◆ **EXERCISE INPUT**:
- - -
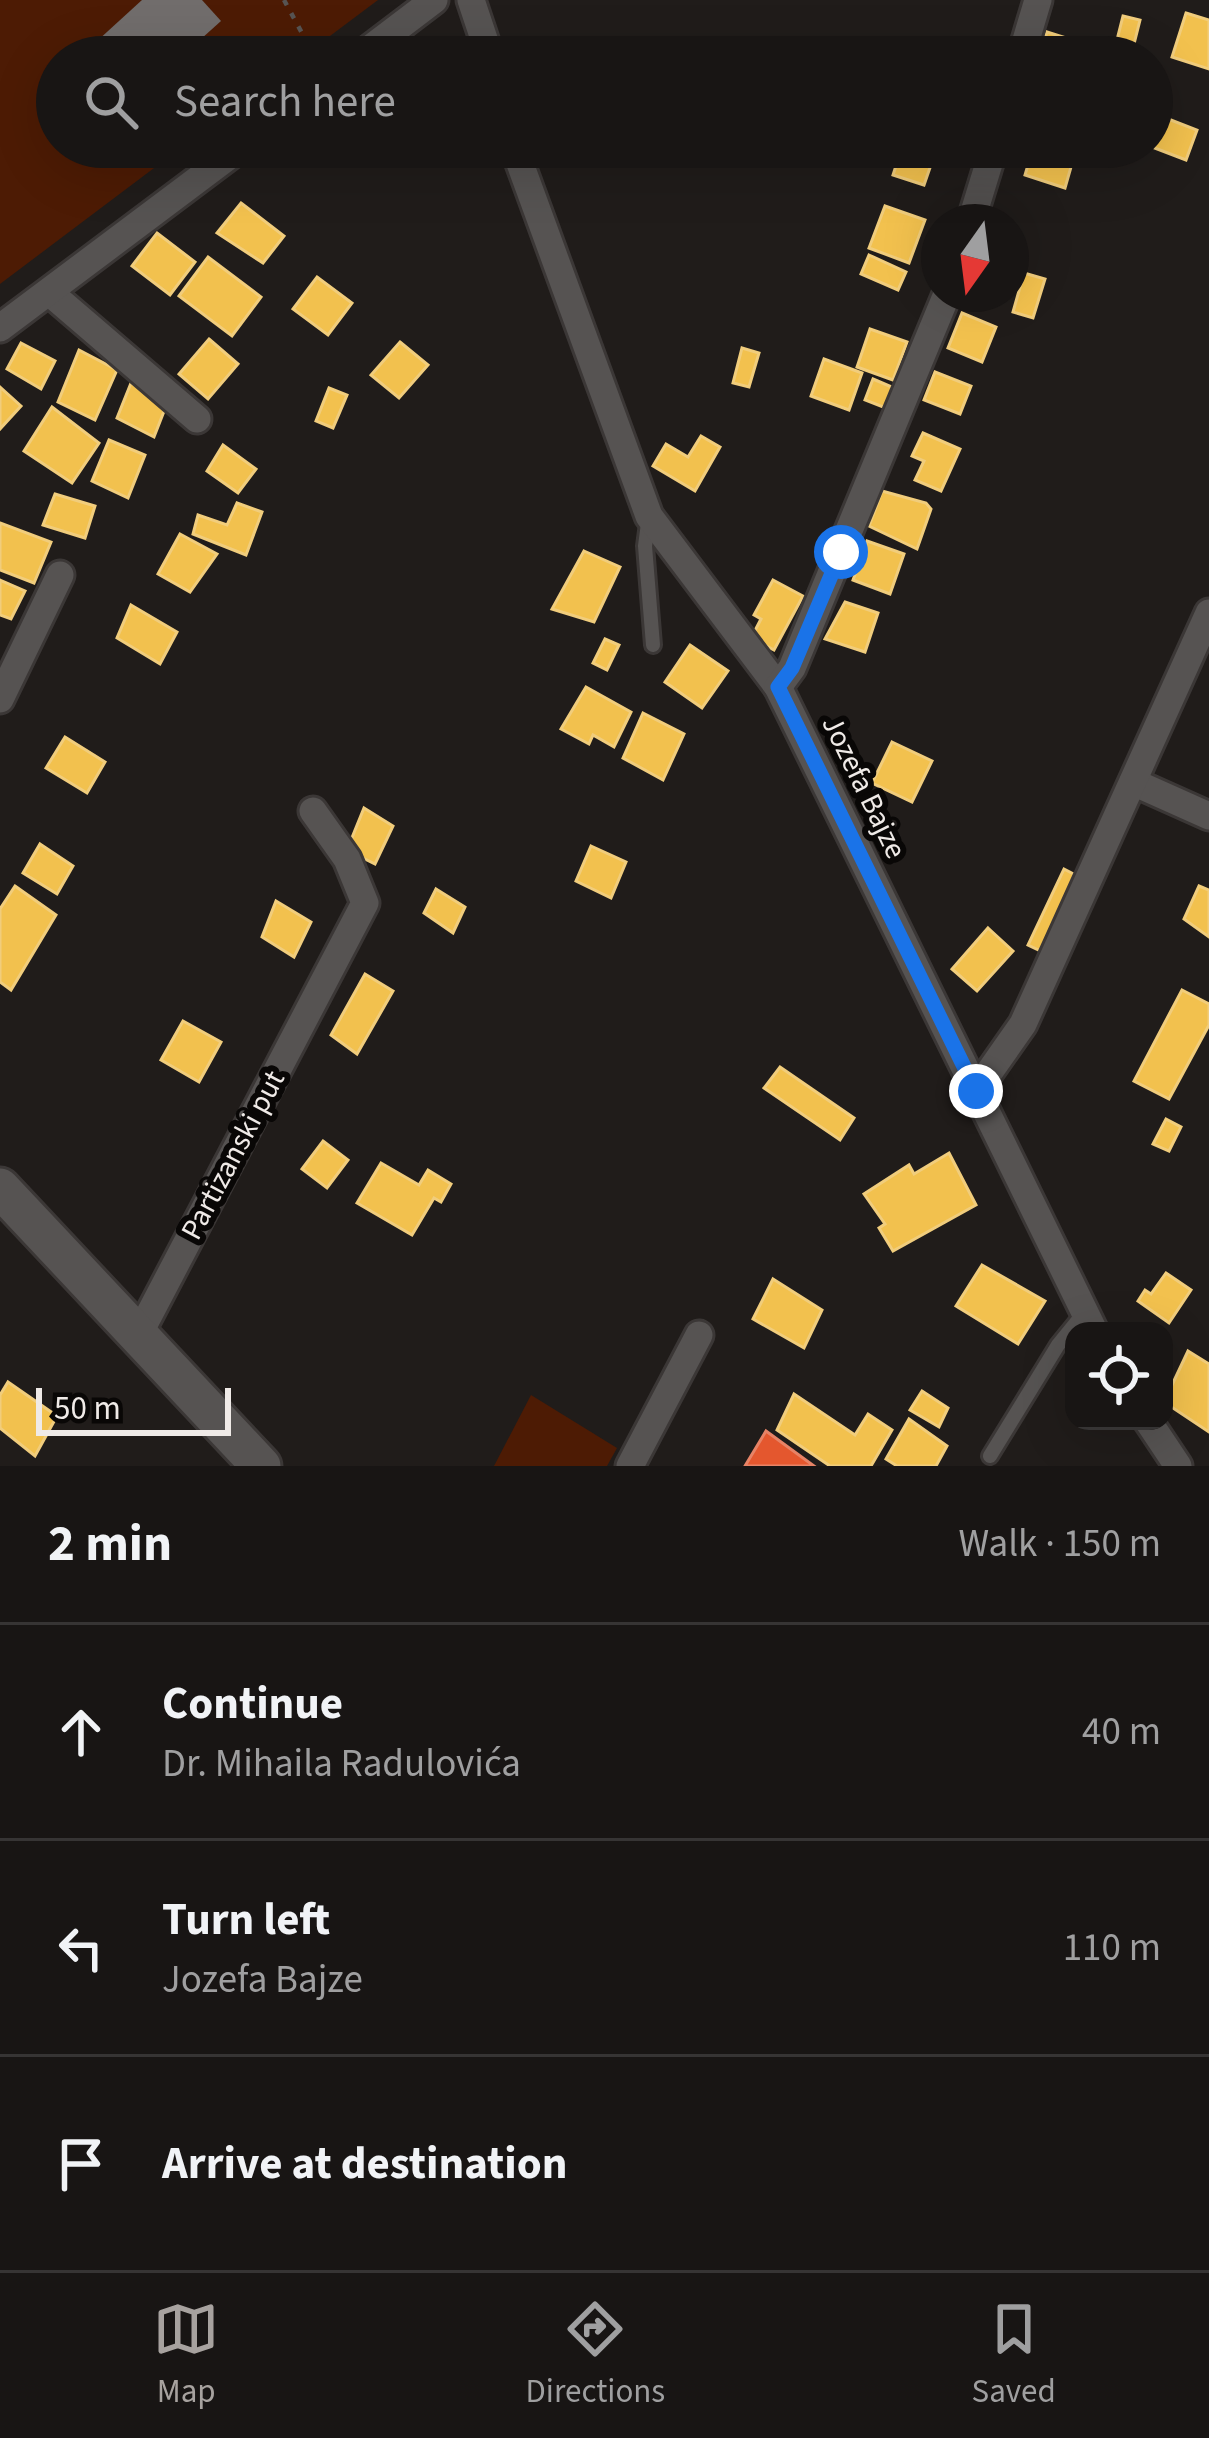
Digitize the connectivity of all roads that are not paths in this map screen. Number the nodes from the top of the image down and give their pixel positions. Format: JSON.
{"nodes":[{"id":1,"x":434,"y":0,"type":"edge"},
{"id":2,"x":472,"y":0,"type":"edge"},
{"id":3,"x":1038,"y":0,"type":"edge"},
{"id":4,"x":387,"y":36,"type":"edge"},
{"id":5,"x":483,"y":36,"type":"edge"},
{"id":6,"x":1027,"y":36,"type":"edge"},
{"id":7,"x":213,"y":168,"type":"edge"},
{"id":8,"x":522,"y":168,"type":"edge"},
{"id":9,"x":988,"y":168,"type":"edge"},
{"id":10,"x":977,"y":204,"type":"edge"},
{"id":11,"x":49,"y":292,"type":"junction"},
{"id":12,"x":940,"y":312,"type":"edge"},
{"id":13,"x":0,"y":328,"type":"edge"},
{"id":14,"x":197,"y":418,"type":"dead end"},
{"id":15,"x":649,"y":516,"type":"junction"},
{"id":16,"x":60,"y":575,"type":"dead end"},
{"id":17,"x":1209,"y":613,"type":"edge"},
{"id":18,"x":653,"y":645,"type":"dead end"},
{"id":19,"x":778,"y":687,"type":"junction"},
{"id":20,"x":0,"y":699,"type":"edge"},
{"id":21,"x":1133,"y":782,"type":"junction"},
{"id":22,"x":313,"y":811,"type":"dead end"},
{"id":23,"x":1209,"y":816,"type":"edge"},
{"id":24,"x":976,"y":1091,"type":"junction"},
{"id":25,"x":0,"y":1188,"type":"edge"},
{"id":26,"x":1089,"y":1322,"type":"edge"},
{"id":27,"x":139,"y":1334,"type":"junction"},
{"id":28,"x":699,"y":1336,"type":"dead end"},
{"id":29,"x":1065,"y":1340,"type":"edge"},
{"id":30,"x":1154,"y":1430,"type":"edge"},
{"id":31,"x":989,"y":1456,"type":"dead end"},
{"id":32,"x":261,"y":1466,"type":"edge"},
{"id":33,"x":630,"y":1466,"type":"edge"},
{"id":34,"x":1178,"y":1466,"type":"edge"}],
"edges":[{"from":1,"to":4,"type":"street"},
{"from":2,"to":5,"type":"street"},
{"from":3,"to":6,"type":"street"},
{"from":7,"to":11,"type":"street"},
{"from":8,"to":15,"type":"street","name":"Jozefa Bajze"},
{"from":9,"to":10,"type":"street"},
{"from":11,"to":13,"type":"street"},
{"from":11,"to":14,"type":"street"},
{"from":12,"to":19,"type":"street"},
{"from":15,"to":18,"type":"lane"},
{"from":15,"to":19,"type":"street","name":"Jozefa Bajze"},
{"from":16,"to":20,"type":"street"},
{"from":17,"to":21,"type":"street"},
{"from":19,"to":24,"type":"street","name":"Jozefa Bajze"},
{"from":21,"to":23,"type":"street"},
{"from":21,"to":24,"type":"street"},
{"from":22,"to":27,"type":"street","name":"Partizanski put"},
{"from":24,"to":26,"type":"street","name":"Jozefa Bajze"},
{"from":25,"to":27,"type":"main road"},
{"from":27,"to":32,"type":"main road"},
{"from":28,"to":33,"type":"street"},
{"from":29,"to":31,"type":"lane"},
{"from":30,"to":34,"type":"street"}]}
- - -
◆ **WHAT IS REQUIRED**:
Would it be possible to give the material above again exactly, with the pictures left out?

◆ **WRITTEN RESPONSE**:
Digitize the connectivity of all roads that are not paths in this map screen. Number the nodes from the top of the image down and give their pixel positions. Format: JSON.
{"nodes":[{"id":1,"x":434,"y":0,"type":"edge"},
{"id":2,"x":472,"y":0,"type":"edge"},
{"id":3,"x":1038,"y":0,"type":"edge"},
{"id":4,"x":387,"y":36,"type":"edge"},
{"id":5,"x":483,"y":36,"type":"edge"},
{"id":6,"x":1027,"y":36,"type":"edge"},
{"id":7,"x":213,"y":168,"type":"edge"},
{"id":8,"x":522,"y":168,"type":"edge"},
{"id":9,"x":988,"y":168,"type":"edge"},
{"id":10,"x":977,"y":204,"type":"edge"},
{"id":11,"x":49,"y":292,"type":"junction"},
{"id":12,"x":940,"y":312,"type":"edge"},
{"id":13,"x":0,"y":328,"type":"edge"},
{"id":14,"x":197,"y":418,"type":"dead end"},
{"id":15,"x":649,"y":516,"type":"junction"},
{"id":16,"x":60,"y":575,"type":"dead end"},
{"id":17,"x":1209,"y":613,"type":"edge"},
{"id":18,"x":653,"y":645,"type":"dead end"},
{"id":19,"x":778,"y":687,"type":"junction"},
{"id":20,"x":0,"y":699,"type":"edge"},
{"id":21,"x":1133,"y":782,"type":"junction"},
{"id":22,"x":313,"y":811,"type":"dead end"},
{"id":23,"x":1209,"y":816,"type":"edge"},
{"id":24,"x":976,"y":1091,"type":"junction"},
{"id":25,"x":0,"y":1188,"type":"edge"},
{"id":26,"x":1089,"y":1322,"type":"edge"},
{"id":27,"x":139,"y":1334,"type":"junction"},
{"id":28,"x":699,"y":1336,"type":"dead end"},
{"id":29,"x":1065,"y":1340,"type":"edge"},
{"id":30,"x":1154,"y":1430,"type":"edge"},
{"id":31,"x":989,"y":1456,"type":"dead end"},
{"id":32,"x":261,"y":1466,"type":"edge"},
{"id":33,"x":630,"y":1466,"type":"edge"},
{"id":34,"x":1178,"y":1466,"type":"edge"}],
"edges":[{"from":1,"to":4,"type":"street"},
{"from":2,"to":5,"type":"street"},
{"from":3,"to":6,"type":"street"},
{"from":7,"to":11,"type":"street"},
{"from":8,"to":15,"type":"street","name":"Jozefa Bajze"},
{"from":9,"to":10,"type":"street"},
{"from":11,"to":13,"type":"street"},
{"from":11,"to":14,"type":"street"},
{"from":12,"to":19,"type":"street"},
{"from":15,"to":18,"type":"lane"},
{"from":15,"to":19,"type":"street","name":"Jozefa Bajze"},
{"from":16,"to":20,"type":"street"},
{"from":17,"to":21,"type":"street"},
{"from":19,"to":24,"type":"street","name":"Jozefa Bajze"},
{"from":21,"to":23,"type":"street"},
{"from":21,"to":24,"type":"street"},
{"from":22,"to":27,"type":"street","name":"Partizanski put"},
{"from":24,"to":26,"type":"street","name":"Jozefa Bajze"},
{"from":25,"to":27,"type":"main road"},
{"from":27,"to":32,"type":"main road"},
{"from":28,"to":33,"type":"street"},
{"from":29,"to":31,"type":"lane"},
{"from":30,"to":34,"type":"street"}]}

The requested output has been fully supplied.